INSTRUCTIONS TO FOLLOW - Line count for "Main": say how many lines of the data contain it, with no other text.

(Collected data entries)
★ ★ ★ ★ ★

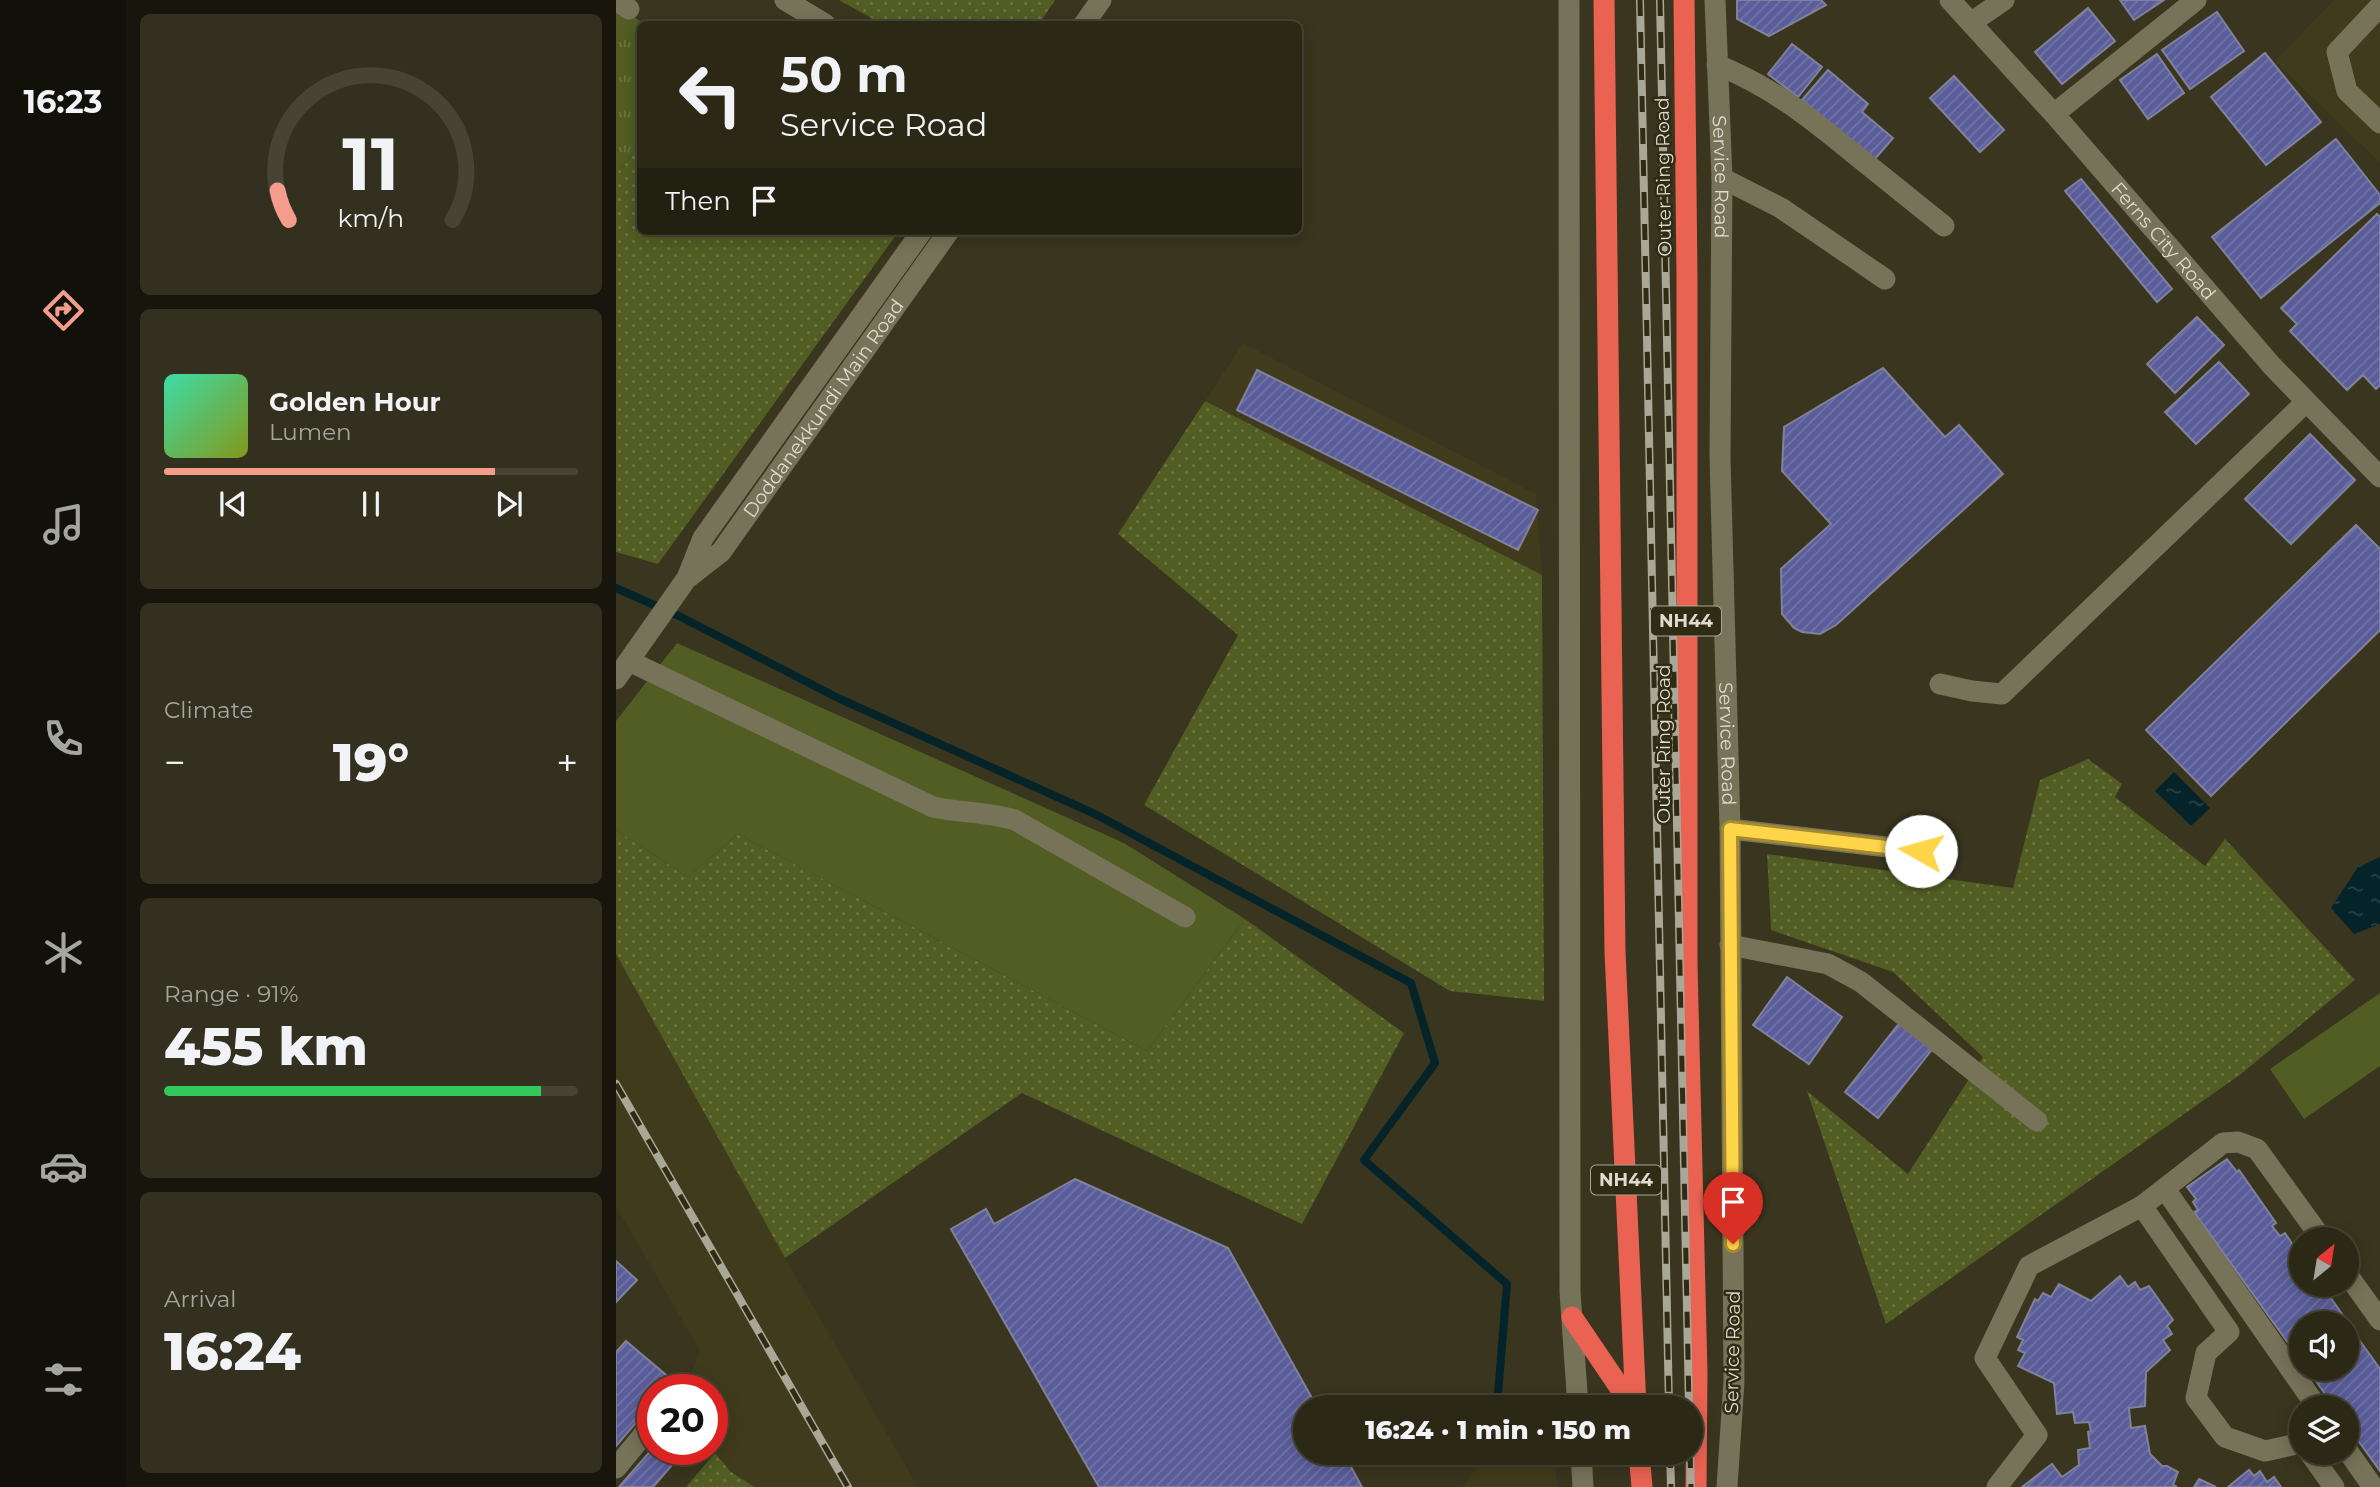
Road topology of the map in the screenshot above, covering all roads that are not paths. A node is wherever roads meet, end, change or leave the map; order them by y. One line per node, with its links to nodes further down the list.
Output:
1 (785, 0): 11 (street)
2 (1101, 0): 12 (street)
3 (1569, 0): 37 (street)
4 (1604, 0): 41 (highway, NH44)
5 (1684, 0): 52 (highway, Outer Ring Road / NH44)
6 (1715, 0): 14 (street, Service Road)
7 (1950, 0): 13 (street, Ferns City Road)
8 (2004, 0): 13 (street)
9 (2196, 0): 15 (street)
10 (2380, 6): 16 (street)
11 (820, 21)
12 (1086, 21)
13 (1972, 22): 15 (street, Ferns City Road)
14 (1717, 65): 17 (street, Service Road); 18 (street)
15 (2054, 114): 22 (street, Ferns City Road)
16 (2380, 123)
17 (1722, 178): 21 (street); 28 (street, Service Road)
18 (1944, 226)
19 (919, 235): 24 (street, Doddanekkundi Main Road)
20 (946, 235): 24 (street, Doddanekkundi Main Road)
21 (1885, 279)
22 (2306, 402): 23 (street, Ferns City Road); 27 (street)
23 (2380, 477)
24 (687, 578): 25 (street, Doddanekkundi Main Road)
25 (629, 661): 26 (street, Doddanekkundi Main Road); 30 (street)
26 (616, 679)
27 (1940, 684)
28 (1730, 829): 29 (street); 31 (street, Service Road)
29 (1948, 854)
30 (1185, 917)
31 (1730, 945): 32 (street); 53 (street, Service Road)
32 (2037, 1121)
33 (2165, 1189): 34 (street); 35 (street); 42 (street)
34 (2143, 1206): 44 (street); 54 (street)
35 (2313, 1227)
36 (2359, 1291): 38 (street)
37 (1572, 1317): 39 (street); 40 (highway)
38 (2380, 1320)
39 (1577, 1395)
40 (1627, 1395)
41 (1634, 1395)
42 (2309, 1395)
43 (637, 1442): 48 (street)
44 (2289, 1446)
45 (1582, 1465): 50 (street)
46 (1640, 1465): 51 (highway)
47 (2318, 1465): 55 (street)
48 (616, 1468)
49 (2367, 1479): 56 (street)
50 (1583, 1487)
51 (1642, 1487)
52 (1696, 1487)
53 (1727, 1487)
54 (1997, 1487)
55 (2334, 1487)
56 (2342, 1487)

★ ★ ★ ★ ★

RESULT FOR THIS TASK - 4